PROBLEM REQUIREMENTS |
Report each line of the data that contains the string "Moudjeria".

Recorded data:
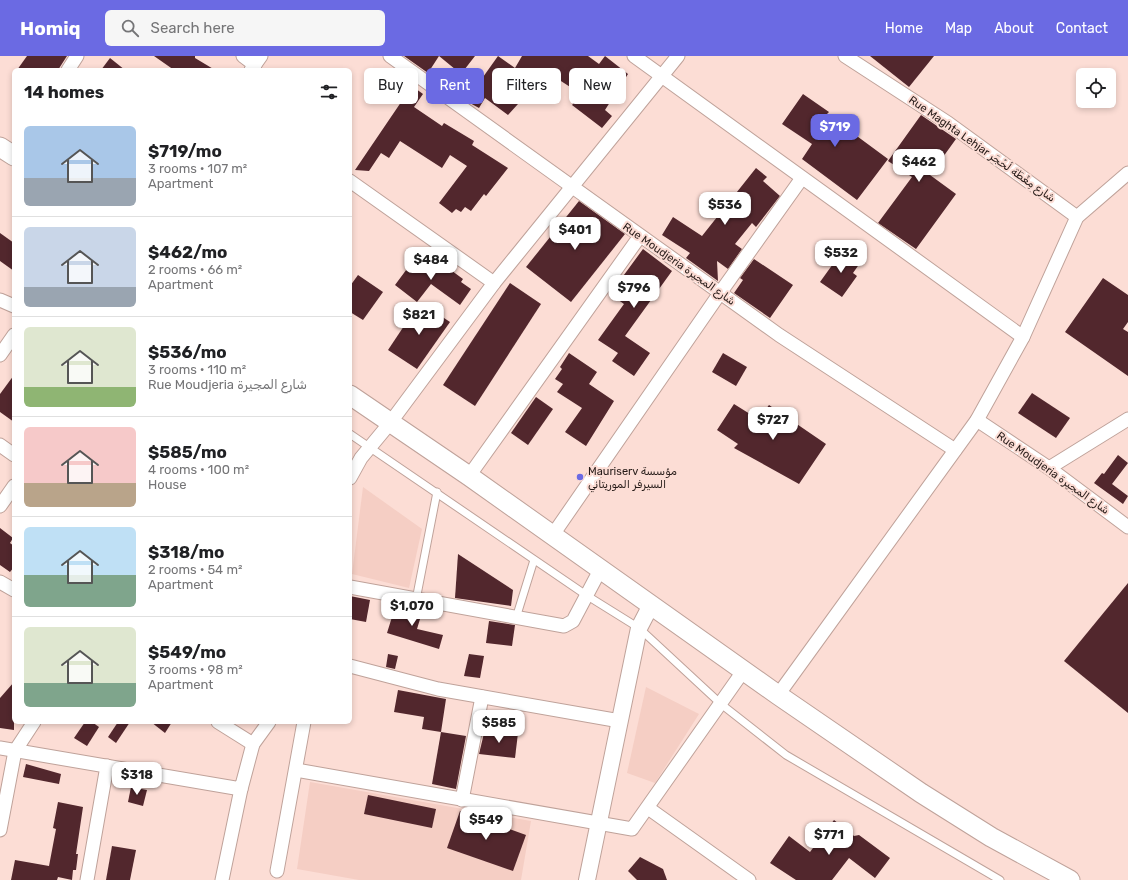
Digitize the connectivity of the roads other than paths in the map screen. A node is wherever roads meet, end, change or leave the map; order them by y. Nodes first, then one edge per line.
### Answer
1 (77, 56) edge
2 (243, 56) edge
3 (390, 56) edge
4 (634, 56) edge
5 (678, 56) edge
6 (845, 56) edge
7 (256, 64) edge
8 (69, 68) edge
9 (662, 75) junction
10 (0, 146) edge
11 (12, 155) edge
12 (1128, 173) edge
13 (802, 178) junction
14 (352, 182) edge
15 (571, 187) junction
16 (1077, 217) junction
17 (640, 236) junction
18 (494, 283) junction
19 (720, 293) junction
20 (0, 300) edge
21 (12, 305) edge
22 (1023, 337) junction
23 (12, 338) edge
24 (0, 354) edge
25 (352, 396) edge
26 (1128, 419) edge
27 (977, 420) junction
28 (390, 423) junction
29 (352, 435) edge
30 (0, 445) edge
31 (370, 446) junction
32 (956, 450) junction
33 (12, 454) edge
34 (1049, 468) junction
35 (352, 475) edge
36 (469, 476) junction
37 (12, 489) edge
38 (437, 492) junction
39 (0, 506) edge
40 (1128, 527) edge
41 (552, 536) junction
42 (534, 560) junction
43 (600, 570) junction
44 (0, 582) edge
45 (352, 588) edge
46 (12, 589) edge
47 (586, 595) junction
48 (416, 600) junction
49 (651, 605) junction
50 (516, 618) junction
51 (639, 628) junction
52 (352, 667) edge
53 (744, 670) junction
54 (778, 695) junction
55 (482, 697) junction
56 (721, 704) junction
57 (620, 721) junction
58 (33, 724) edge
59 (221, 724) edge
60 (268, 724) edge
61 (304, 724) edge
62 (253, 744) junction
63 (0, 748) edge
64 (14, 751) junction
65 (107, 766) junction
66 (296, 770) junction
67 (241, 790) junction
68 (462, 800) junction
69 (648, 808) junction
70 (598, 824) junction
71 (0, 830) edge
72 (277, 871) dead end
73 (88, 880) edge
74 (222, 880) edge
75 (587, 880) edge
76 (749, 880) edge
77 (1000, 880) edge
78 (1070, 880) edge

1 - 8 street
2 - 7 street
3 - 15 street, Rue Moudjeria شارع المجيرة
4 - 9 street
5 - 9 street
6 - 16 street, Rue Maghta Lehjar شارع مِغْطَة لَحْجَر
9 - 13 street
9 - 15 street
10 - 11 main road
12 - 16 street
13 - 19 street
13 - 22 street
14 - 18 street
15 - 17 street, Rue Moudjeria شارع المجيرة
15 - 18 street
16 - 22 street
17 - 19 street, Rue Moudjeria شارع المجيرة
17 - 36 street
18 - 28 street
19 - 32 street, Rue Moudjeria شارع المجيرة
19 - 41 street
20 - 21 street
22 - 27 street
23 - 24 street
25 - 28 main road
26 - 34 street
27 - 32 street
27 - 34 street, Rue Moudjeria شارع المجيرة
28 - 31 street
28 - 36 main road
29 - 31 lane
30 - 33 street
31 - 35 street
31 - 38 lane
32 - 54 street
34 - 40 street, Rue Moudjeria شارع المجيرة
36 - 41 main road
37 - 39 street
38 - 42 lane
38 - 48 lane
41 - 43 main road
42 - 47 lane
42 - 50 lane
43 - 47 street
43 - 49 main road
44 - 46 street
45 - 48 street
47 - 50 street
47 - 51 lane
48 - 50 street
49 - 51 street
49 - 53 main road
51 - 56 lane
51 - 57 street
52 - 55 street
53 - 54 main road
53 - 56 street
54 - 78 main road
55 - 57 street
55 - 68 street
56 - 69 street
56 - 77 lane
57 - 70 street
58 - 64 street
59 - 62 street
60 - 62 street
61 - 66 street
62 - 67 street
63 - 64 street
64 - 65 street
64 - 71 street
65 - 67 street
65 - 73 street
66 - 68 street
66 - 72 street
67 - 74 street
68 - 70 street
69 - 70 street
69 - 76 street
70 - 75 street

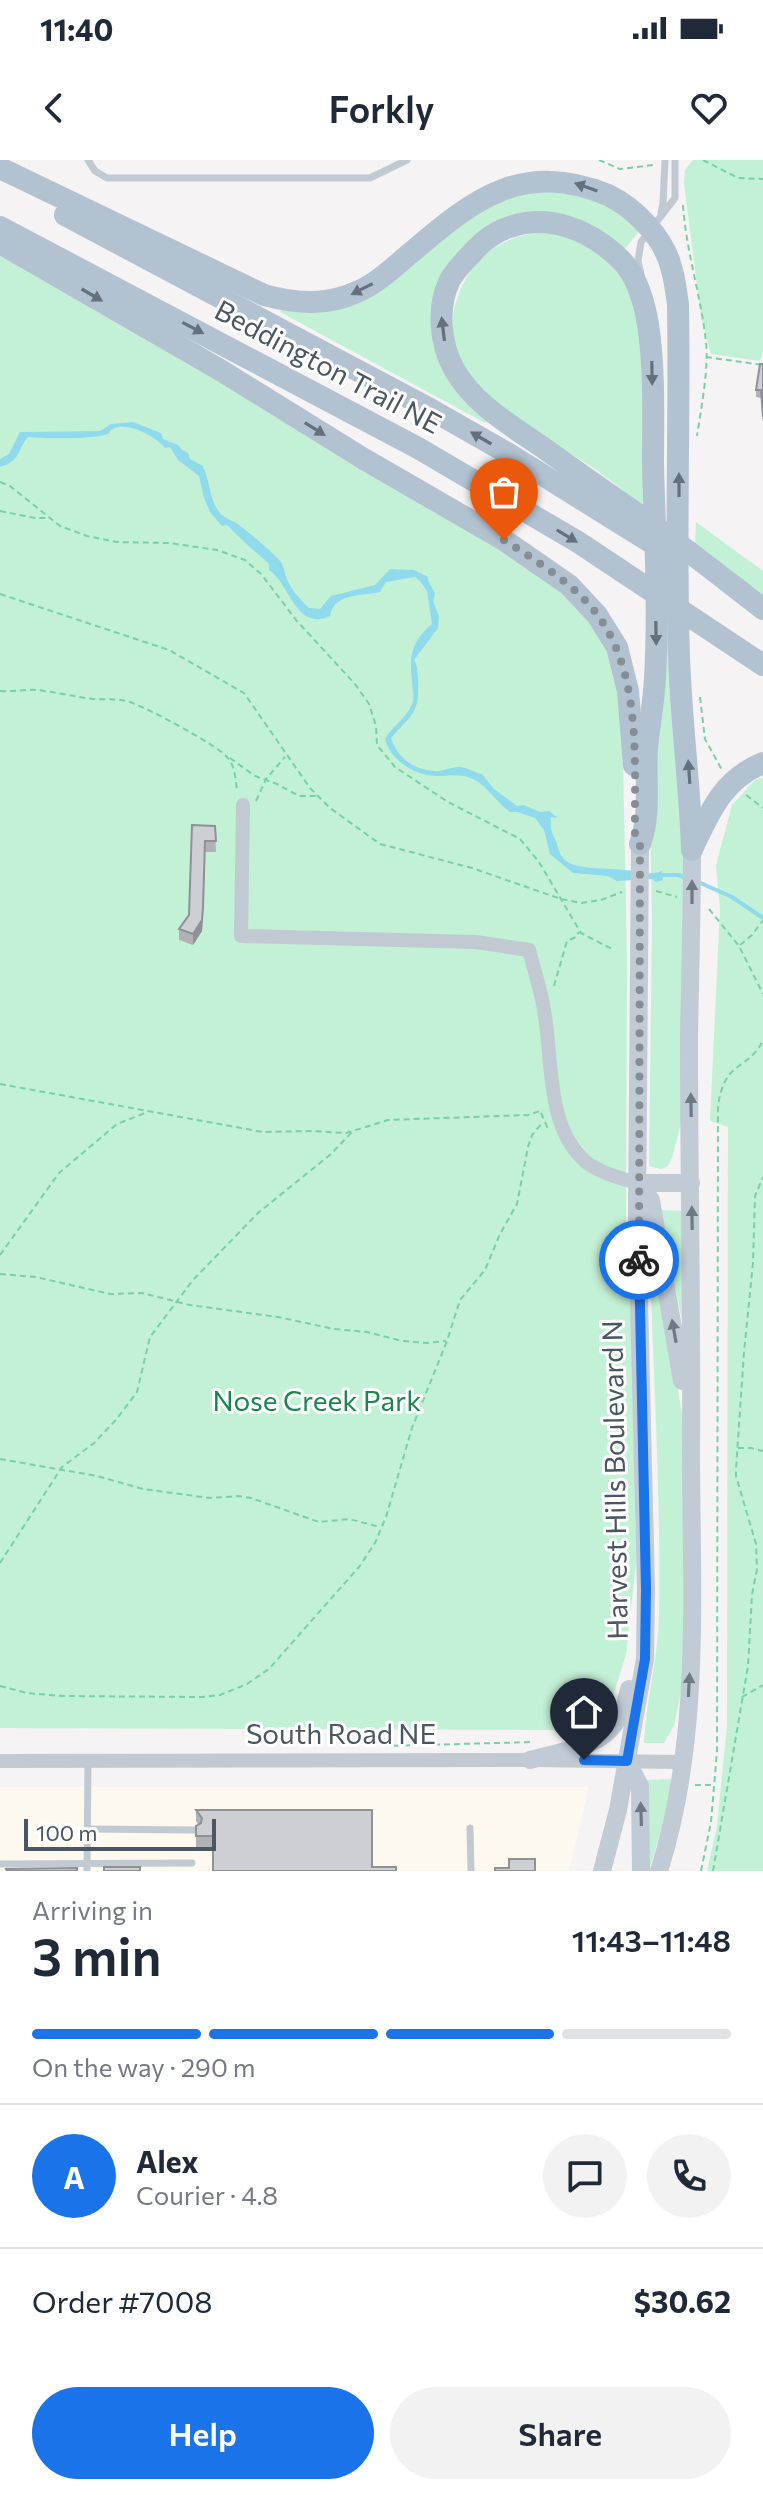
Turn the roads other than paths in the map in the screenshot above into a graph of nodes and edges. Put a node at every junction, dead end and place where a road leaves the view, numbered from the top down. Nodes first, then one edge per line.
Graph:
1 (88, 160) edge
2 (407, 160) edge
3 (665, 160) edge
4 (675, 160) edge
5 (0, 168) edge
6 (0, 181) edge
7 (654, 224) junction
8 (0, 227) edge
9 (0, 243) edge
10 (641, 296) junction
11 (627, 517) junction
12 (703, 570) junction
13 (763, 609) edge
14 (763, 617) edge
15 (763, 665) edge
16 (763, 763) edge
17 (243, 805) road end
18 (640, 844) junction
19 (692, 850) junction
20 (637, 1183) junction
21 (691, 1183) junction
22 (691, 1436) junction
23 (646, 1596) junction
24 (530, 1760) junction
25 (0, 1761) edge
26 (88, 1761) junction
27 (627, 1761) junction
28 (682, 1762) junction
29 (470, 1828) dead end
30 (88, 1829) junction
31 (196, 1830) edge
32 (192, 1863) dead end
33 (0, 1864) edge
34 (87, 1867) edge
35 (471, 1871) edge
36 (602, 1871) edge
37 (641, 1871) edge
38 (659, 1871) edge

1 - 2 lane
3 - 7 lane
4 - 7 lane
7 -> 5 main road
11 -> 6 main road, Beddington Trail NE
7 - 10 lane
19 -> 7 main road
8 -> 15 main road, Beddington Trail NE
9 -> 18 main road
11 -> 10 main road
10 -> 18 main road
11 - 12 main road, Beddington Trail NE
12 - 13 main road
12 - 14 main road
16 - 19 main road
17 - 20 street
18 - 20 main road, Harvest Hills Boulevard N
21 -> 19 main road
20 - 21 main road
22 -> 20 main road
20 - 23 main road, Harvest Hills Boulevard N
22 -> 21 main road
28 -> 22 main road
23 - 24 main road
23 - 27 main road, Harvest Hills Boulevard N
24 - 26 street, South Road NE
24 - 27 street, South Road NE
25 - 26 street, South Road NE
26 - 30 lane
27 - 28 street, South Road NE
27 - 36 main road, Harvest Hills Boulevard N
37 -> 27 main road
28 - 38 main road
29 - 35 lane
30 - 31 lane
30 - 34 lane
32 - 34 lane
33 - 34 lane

OUTPUT OF THE EXERCISE |
3 - 15 street, Rue Moudjeria شارع المجيرة
15 - 17 street, Rue Moudjeria شارع المجيرة
17 - 19 street, Rue Moudjeria شارع المجيرة
19 - 32 street, Rue Moudjeria شارع المجيرة
27 - 34 street, Rue Moudjeria شارع المجيرة
34 - 40 street, Rue Moudjeria شارع المجيرة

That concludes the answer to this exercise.